(Collection entries)

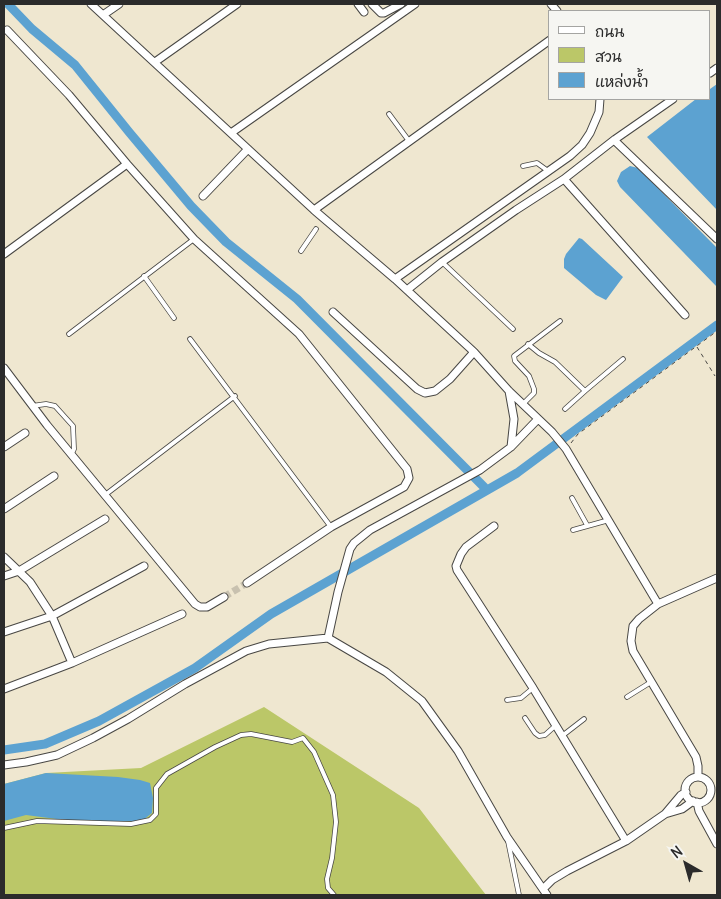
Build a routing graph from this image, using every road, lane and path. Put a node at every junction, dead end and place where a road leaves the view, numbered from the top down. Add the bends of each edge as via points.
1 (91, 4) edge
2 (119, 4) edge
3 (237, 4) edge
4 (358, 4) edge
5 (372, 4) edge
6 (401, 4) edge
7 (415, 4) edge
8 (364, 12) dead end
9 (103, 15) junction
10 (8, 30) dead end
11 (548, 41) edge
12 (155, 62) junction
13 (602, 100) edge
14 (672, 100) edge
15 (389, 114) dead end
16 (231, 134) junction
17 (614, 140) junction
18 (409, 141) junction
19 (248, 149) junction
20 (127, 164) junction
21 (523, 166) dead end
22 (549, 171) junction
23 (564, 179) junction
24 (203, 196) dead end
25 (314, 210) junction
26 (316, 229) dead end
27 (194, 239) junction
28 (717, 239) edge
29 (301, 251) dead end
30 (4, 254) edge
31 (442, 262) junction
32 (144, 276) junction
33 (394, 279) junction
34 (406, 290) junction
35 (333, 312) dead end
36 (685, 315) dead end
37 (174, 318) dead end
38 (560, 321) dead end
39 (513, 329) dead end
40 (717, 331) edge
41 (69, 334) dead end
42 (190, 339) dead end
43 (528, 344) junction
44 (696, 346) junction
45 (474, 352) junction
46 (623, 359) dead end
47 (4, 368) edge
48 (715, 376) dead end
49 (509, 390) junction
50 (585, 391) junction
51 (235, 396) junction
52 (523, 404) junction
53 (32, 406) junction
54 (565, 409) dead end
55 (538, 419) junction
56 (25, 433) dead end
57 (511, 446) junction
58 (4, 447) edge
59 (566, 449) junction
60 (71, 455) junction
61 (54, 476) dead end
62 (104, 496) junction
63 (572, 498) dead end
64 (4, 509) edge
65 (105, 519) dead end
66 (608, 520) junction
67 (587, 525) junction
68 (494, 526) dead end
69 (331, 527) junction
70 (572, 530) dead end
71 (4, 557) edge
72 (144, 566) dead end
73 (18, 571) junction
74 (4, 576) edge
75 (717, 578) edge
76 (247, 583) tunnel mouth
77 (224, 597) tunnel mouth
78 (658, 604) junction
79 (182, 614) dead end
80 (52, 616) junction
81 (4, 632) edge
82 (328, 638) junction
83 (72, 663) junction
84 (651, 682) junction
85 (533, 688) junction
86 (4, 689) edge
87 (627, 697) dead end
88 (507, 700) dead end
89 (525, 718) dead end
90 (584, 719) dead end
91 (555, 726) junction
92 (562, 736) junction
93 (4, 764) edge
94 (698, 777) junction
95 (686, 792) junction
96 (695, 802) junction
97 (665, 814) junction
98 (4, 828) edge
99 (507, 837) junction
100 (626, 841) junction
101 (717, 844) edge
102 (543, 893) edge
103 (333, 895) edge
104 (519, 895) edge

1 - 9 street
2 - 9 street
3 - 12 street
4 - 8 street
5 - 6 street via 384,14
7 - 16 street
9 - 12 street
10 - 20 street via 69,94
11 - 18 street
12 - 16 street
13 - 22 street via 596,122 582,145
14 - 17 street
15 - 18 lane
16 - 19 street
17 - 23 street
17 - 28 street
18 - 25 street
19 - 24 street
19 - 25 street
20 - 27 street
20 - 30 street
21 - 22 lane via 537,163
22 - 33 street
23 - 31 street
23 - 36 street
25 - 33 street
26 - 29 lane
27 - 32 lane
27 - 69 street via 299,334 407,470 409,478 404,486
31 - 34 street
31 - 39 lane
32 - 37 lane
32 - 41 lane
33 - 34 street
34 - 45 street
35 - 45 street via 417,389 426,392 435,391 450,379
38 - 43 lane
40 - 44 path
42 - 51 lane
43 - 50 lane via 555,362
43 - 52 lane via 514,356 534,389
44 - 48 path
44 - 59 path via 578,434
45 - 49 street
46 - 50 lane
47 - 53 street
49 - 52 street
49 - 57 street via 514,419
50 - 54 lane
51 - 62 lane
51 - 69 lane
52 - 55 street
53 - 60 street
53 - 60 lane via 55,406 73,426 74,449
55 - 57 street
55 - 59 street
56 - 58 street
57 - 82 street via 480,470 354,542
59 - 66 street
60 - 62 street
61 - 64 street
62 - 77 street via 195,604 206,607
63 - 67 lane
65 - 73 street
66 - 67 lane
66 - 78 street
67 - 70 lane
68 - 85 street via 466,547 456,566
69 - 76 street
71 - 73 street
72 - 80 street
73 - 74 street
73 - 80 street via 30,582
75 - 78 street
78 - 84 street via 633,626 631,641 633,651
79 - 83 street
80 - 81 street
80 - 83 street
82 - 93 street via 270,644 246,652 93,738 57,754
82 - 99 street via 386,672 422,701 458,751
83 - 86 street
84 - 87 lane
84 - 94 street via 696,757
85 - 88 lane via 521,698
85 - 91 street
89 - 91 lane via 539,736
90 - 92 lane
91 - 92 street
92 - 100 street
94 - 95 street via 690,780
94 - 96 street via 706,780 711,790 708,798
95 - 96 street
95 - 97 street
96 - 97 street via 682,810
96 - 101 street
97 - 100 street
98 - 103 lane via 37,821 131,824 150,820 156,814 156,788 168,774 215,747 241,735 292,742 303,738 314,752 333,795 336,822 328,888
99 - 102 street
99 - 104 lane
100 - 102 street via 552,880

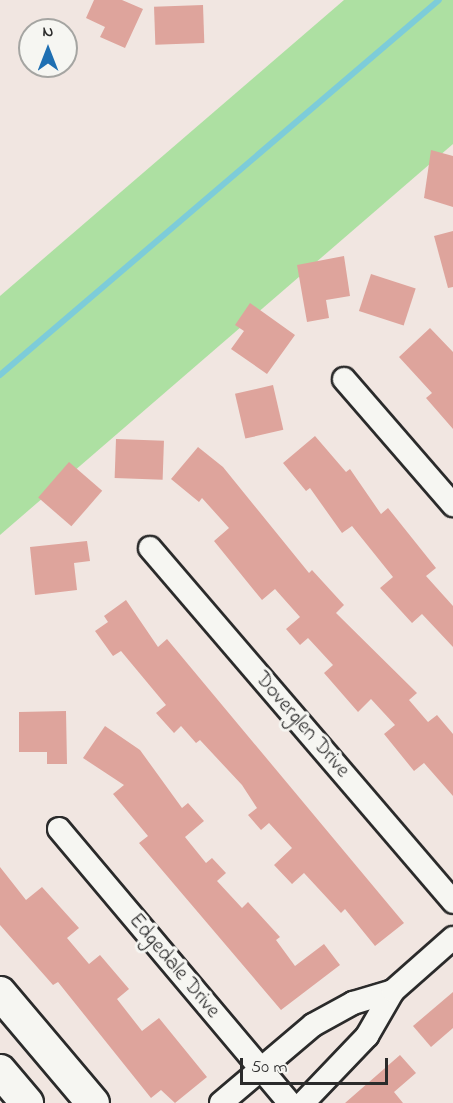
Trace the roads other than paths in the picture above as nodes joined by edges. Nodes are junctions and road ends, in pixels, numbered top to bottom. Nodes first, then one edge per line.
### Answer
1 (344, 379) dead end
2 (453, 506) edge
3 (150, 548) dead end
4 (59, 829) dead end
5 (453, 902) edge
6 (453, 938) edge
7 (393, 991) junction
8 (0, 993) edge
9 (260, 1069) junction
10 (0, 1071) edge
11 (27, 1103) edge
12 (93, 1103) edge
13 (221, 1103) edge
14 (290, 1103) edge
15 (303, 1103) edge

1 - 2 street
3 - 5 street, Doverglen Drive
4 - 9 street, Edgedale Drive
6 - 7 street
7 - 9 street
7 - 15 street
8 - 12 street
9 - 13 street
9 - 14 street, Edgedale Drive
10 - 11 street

- **Task instructions**
Your answer must be an exact copy of the records above, with no pictures included.

- **Answer area**
Build a routing graph from this image, using every road, lane and path. Put a node at every junction, dead end and place where a road leaves the view, numbered from the top down. Add the bends of each edge as via points.
1 (91, 4) edge
2 (119, 4) edge
3 (237, 4) edge
4 (358, 4) edge
5 (372, 4) edge
6 (401, 4) edge
7 (415, 4) edge
8 (364, 12) dead end
9 (103, 15) junction
10 (8, 30) dead end
11 (548, 41) edge
12 (155, 62) junction
13 (602, 100) edge
14 (672, 100) edge
15 (389, 114) dead end
16 (231, 134) junction
17 (614, 140) junction
18 (409, 141) junction
19 (248, 149) junction
20 (127, 164) junction
21 (523, 166) dead end
22 (549, 171) junction
23 (564, 179) junction
24 (203, 196) dead end
25 (314, 210) junction
26 (316, 229) dead end
27 (194, 239) junction
28 (717, 239) edge
29 (301, 251) dead end
30 (4, 254) edge
31 (442, 262) junction
32 (144, 276) junction
33 (394, 279) junction
34 (406, 290) junction
35 (333, 312) dead end
36 (685, 315) dead end
37 (174, 318) dead end
38 (560, 321) dead end
39 (513, 329) dead end
40 (717, 331) edge
41 (69, 334) dead end
42 (190, 339) dead end
43 (528, 344) junction
44 (696, 346) junction
45 (474, 352) junction
46 (623, 359) dead end
47 (4, 368) edge
48 (715, 376) dead end
49 (509, 390) junction
50 (585, 391) junction
51 (235, 396) junction
52 (523, 404) junction
53 (32, 406) junction
54 (565, 409) dead end
55 (538, 419) junction
56 (25, 433) dead end
57 (511, 446) junction
58 (4, 447) edge
59 (566, 449) junction
60 (71, 455) junction
61 (54, 476) dead end
62 (104, 496) junction
63 (572, 498) dead end
64 (4, 509) edge
65 (105, 519) dead end
66 (608, 520) junction
67 (587, 525) junction
68 (494, 526) dead end
69 (331, 527) junction
70 (572, 530) dead end
71 (4, 557) edge
72 (144, 566) dead end
73 (18, 571) junction
74 (4, 576) edge
75 (717, 578) edge
76 (247, 583) tunnel mouth
77 (224, 597) tunnel mouth
78 (658, 604) junction
79 (182, 614) dead end
80 (52, 616) junction
81 (4, 632) edge
82 (328, 638) junction
83 (72, 663) junction
84 (651, 682) junction
85 (533, 688) junction
86 (4, 689) edge
87 (627, 697) dead end
88 (507, 700) dead end
89 (525, 718) dead end
90 (584, 719) dead end
91 (555, 726) junction
92 (562, 736) junction
93 (4, 764) edge
94 (698, 777) junction
95 (686, 792) junction
96 (695, 802) junction
97 (665, 814) junction
98 (4, 828) edge
99 (507, 837) junction
100 (626, 841) junction
101 (717, 844) edge
102 (543, 893) edge
103 (333, 895) edge
104 (519, 895) edge

1 - 9 street
2 - 9 street
3 - 12 street
4 - 8 street
5 - 6 street via 384,14
7 - 16 street
9 - 12 street
10 - 20 street via 69,94
11 - 18 street
12 - 16 street
13 - 22 street via 596,122 582,145
14 - 17 street
15 - 18 lane
16 - 19 street
17 - 23 street
17 - 28 street
18 - 25 street
19 - 24 street
19 - 25 street
20 - 27 street
20 - 30 street
21 - 22 lane via 537,163
22 - 33 street
23 - 31 street
23 - 36 street
25 - 33 street
26 - 29 lane
27 - 32 lane
27 - 69 street via 299,334 407,470 409,478 404,486
31 - 34 street
31 - 39 lane
32 - 37 lane
32 - 41 lane
33 - 34 street
34 - 45 street
35 - 45 street via 417,389 426,392 435,391 450,379
38 - 43 lane
40 - 44 path
42 - 51 lane
43 - 50 lane via 555,362
43 - 52 lane via 514,356 534,389
44 - 48 path
44 - 59 path via 578,434
45 - 49 street
46 - 50 lane
47 - 53 street
49 - 52 street
49 - 57 street via 514,419
50 - 54 lane
51 - 62 lane
51 - 69 lane
52 - 55 street
53 - 60 street
53 - 60 lane via 55,406 73,426 74,449
55 - 57 street
55 - 59 street
56 - 58 street
57 - 82 street via 480,470 354,542
59 - 66 street
60 - 62 street
61 - 64 street
62 - 77 street via 195,604 206,607
63 - 67 lane
65 - 73 street
66 - 67 lane
66 - 78 street
67 - 70 lane
68 - 85 street via 466,547 456,566
69 - 76 street
71 - 73 street
72 - 80 street
73 - 74 street
73 - 80 street via 30,582
75 - 78 street
78 - 84 street via 633,626 631,641 633,651
79 - 83 street
80 - 81 street
80 - 83 street
82 - 93 street via 270,644 246,652 93,738 57,754
82 - 99 street via 386,672 422,701 458,751
83 - 86 street
84 - 87 lane
84 - 94 street via 696,757
85 - 88 lane via 521,698
85 - 91 street
89 - 91 lane via 539,736
90 - 92 lane
91 - 92 street
92 - 100 street
94 - 95 street via 690,780
94 - 96 street via 706,780 711,790 708,798
95 - 96 street
95 - 97 street
96 - 97 street via 682,810
96 - 101 street
97 - 100 street
98 - 103 lane via 37,821 131,824 150,820 156,814 156,788 168,774 215,747 241,735 292,742 303,738 314,752 333,795 336,822 328,888
99 - 102 street
99 - 104 lane
100 - 102 street via 552,880

Trace the roads other than paths in the picture above as nodes joined by edges. Nodes are junctions and road ends, in pixels, numbered top to bottom. Nodes first, then one edge per line.
### Answer
1 (344, 379) dead end
2 (453, 506) edge
3 (150, 548) dead end
4 (59, 829) dead end
5 (453, 902) edge
6 (453, 938) edge
7 (393, 991) junction
8 (0, 993) edge
9 (260, 1069) junction
10 (0, 1071) edge
11 (27, 1103) edge
12 (93, 1103) edge
13 (221, 1103) edge
14 (290, 1103) edge
15 (303, 1103) edge

1 - 2 street
3 - 5 street, Doverglen Drive
4 - 9 street, Edgedale Drive
6 - 7 street
7 - 9 street
7 - 15 street
8 - 12 street
9 - 13 street
9 - 14 street, Edgedale Drive
10 - 11 street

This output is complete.